BEGIN
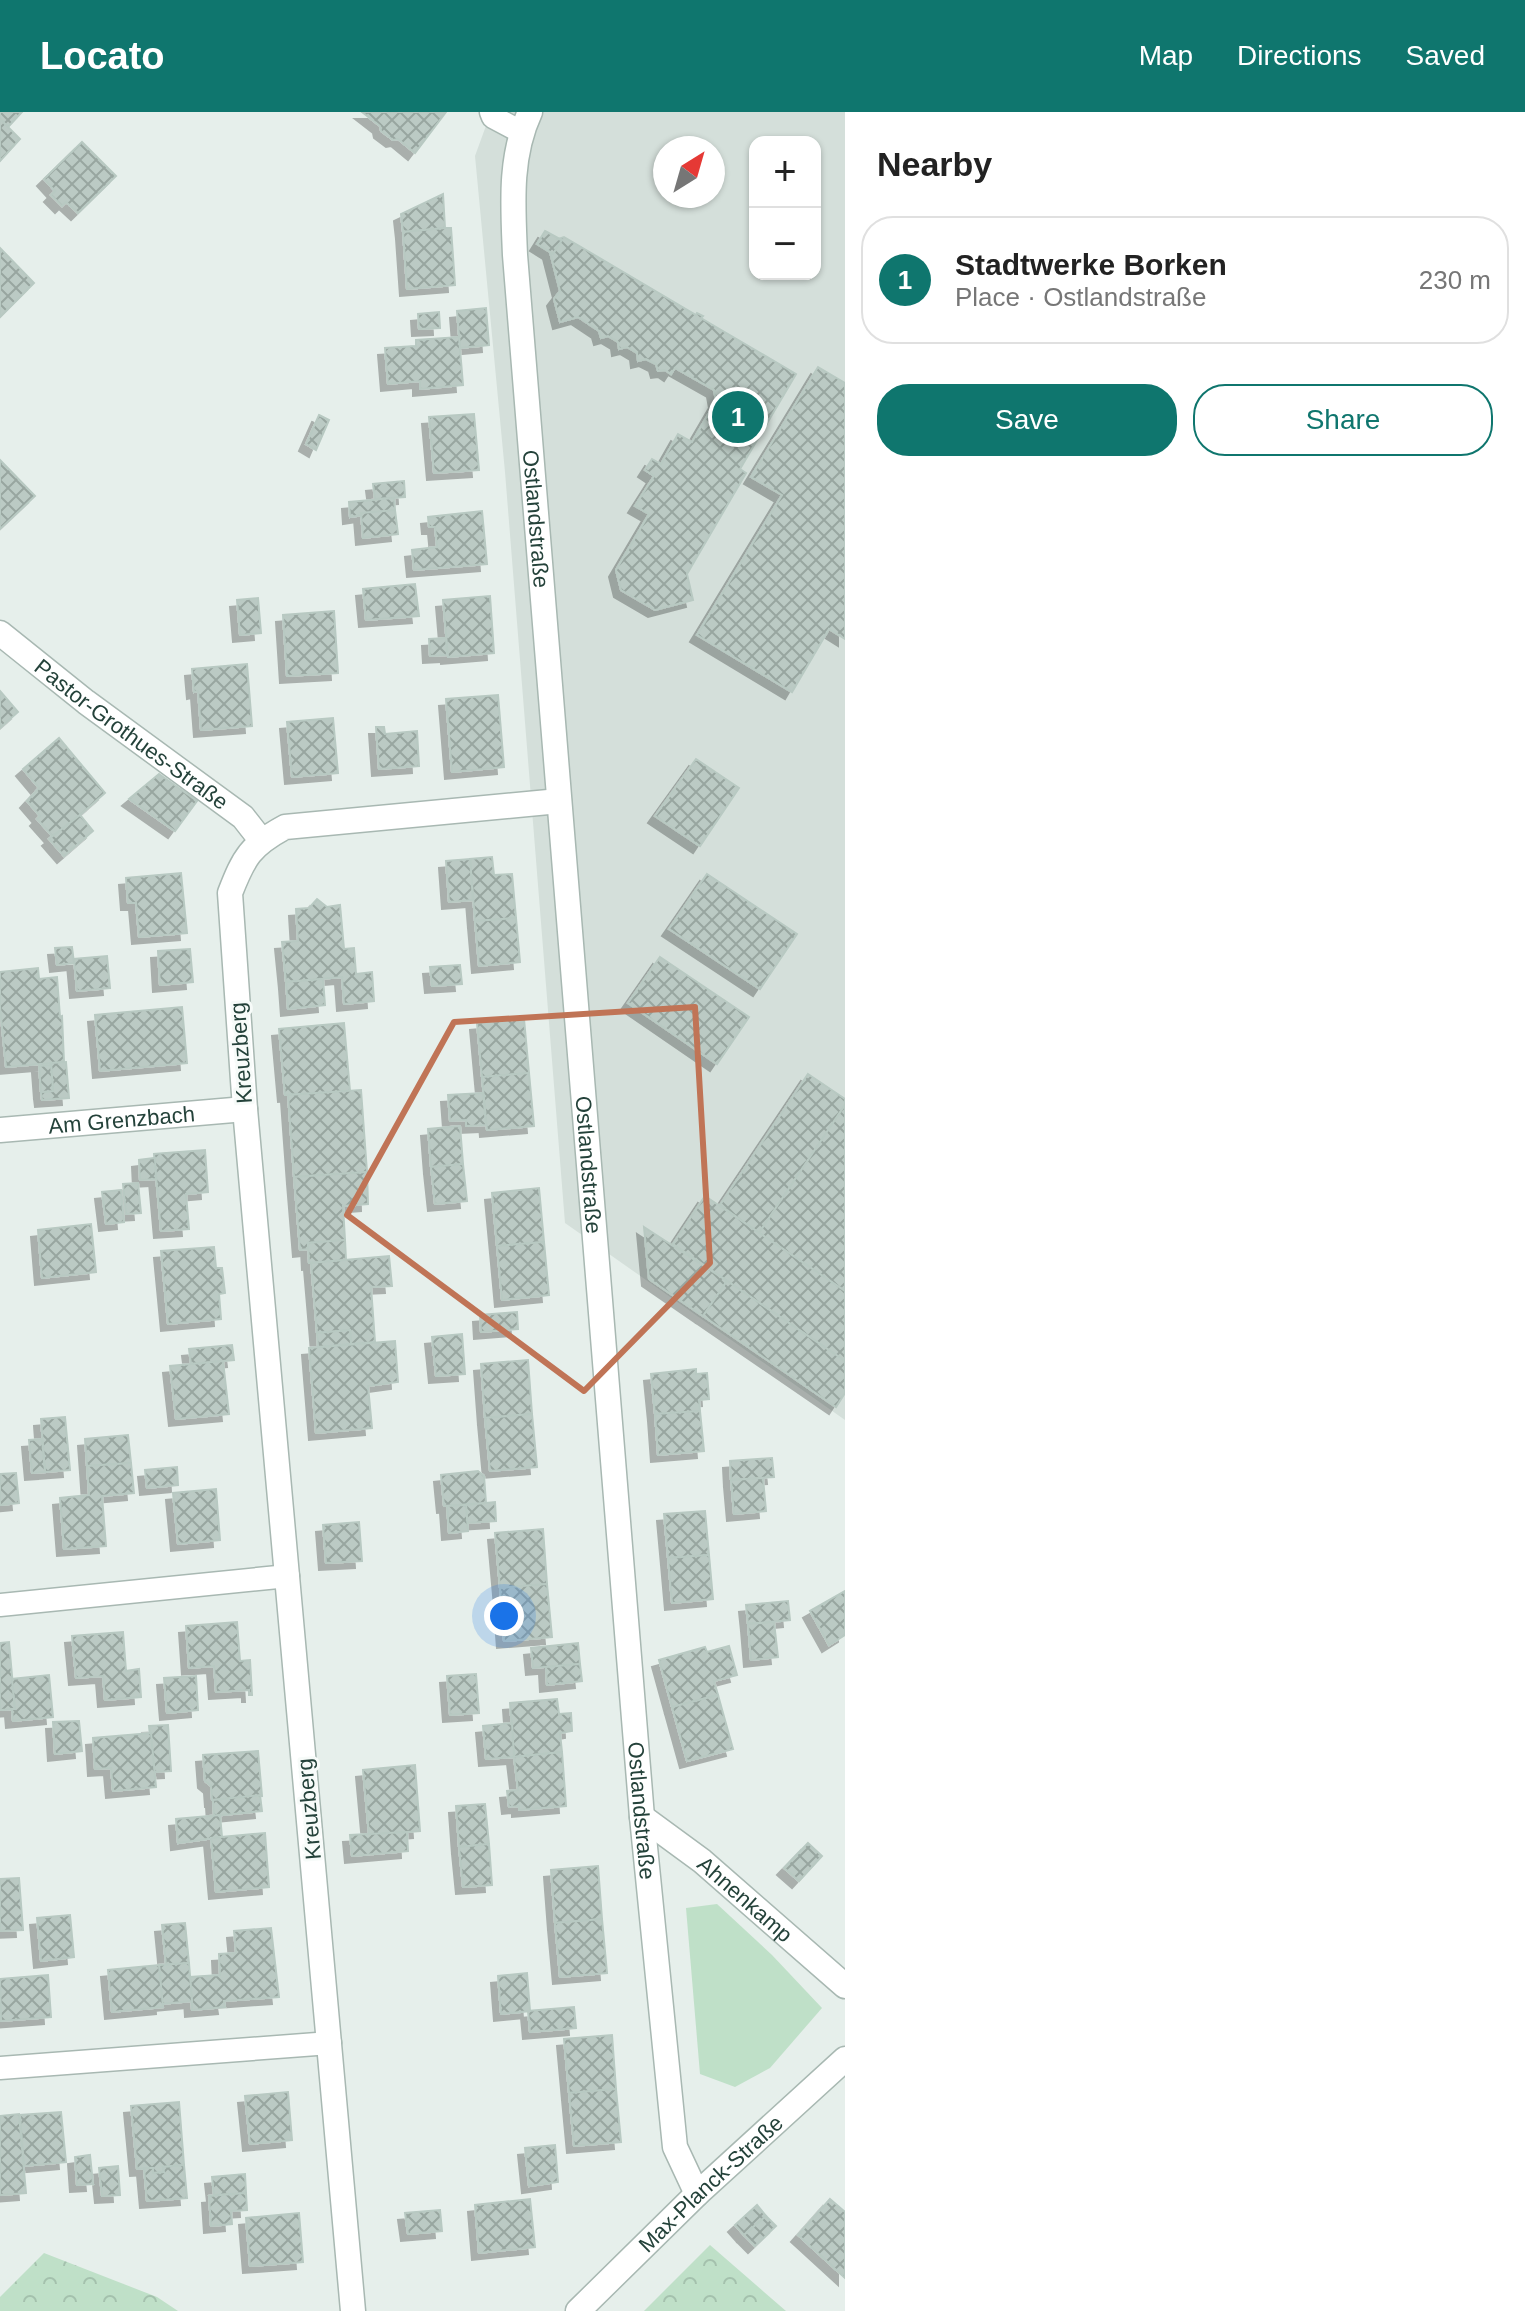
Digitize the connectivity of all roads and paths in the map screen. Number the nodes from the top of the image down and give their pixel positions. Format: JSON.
END
BEGIN
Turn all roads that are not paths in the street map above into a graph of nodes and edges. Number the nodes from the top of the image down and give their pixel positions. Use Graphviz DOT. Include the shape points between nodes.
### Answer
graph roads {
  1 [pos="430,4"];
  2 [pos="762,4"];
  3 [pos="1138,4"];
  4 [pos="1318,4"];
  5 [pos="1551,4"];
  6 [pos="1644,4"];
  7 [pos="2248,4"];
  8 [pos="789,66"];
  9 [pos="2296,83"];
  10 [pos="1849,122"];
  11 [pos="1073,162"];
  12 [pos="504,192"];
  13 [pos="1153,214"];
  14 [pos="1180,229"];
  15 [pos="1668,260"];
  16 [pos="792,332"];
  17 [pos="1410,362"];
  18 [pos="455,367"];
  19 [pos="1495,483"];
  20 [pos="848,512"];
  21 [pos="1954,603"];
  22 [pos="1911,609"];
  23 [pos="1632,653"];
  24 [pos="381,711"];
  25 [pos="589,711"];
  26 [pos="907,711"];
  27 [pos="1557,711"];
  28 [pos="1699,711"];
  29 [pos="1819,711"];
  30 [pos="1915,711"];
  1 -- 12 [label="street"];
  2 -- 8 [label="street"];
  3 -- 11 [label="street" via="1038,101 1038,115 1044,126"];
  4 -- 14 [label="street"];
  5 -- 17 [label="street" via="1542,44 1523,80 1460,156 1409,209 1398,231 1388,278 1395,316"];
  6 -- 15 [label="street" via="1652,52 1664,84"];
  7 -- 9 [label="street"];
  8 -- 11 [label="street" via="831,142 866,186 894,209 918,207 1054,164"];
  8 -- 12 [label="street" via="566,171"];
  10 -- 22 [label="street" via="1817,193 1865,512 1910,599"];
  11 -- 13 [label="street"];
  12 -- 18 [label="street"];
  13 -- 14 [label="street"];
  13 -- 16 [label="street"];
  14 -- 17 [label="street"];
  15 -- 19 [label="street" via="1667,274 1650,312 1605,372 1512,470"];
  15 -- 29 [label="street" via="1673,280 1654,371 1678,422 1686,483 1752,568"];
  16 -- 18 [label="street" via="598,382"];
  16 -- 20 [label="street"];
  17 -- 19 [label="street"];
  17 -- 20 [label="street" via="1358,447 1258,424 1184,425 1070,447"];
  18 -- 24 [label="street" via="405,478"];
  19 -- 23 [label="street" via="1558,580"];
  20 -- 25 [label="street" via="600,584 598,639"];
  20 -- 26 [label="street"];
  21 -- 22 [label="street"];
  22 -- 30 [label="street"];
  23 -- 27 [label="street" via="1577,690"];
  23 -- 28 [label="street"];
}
END
* [Exercise goal] A single number is the answer here: the count of lines in the listing that hold the string "down".

* [Result of this exercise] 2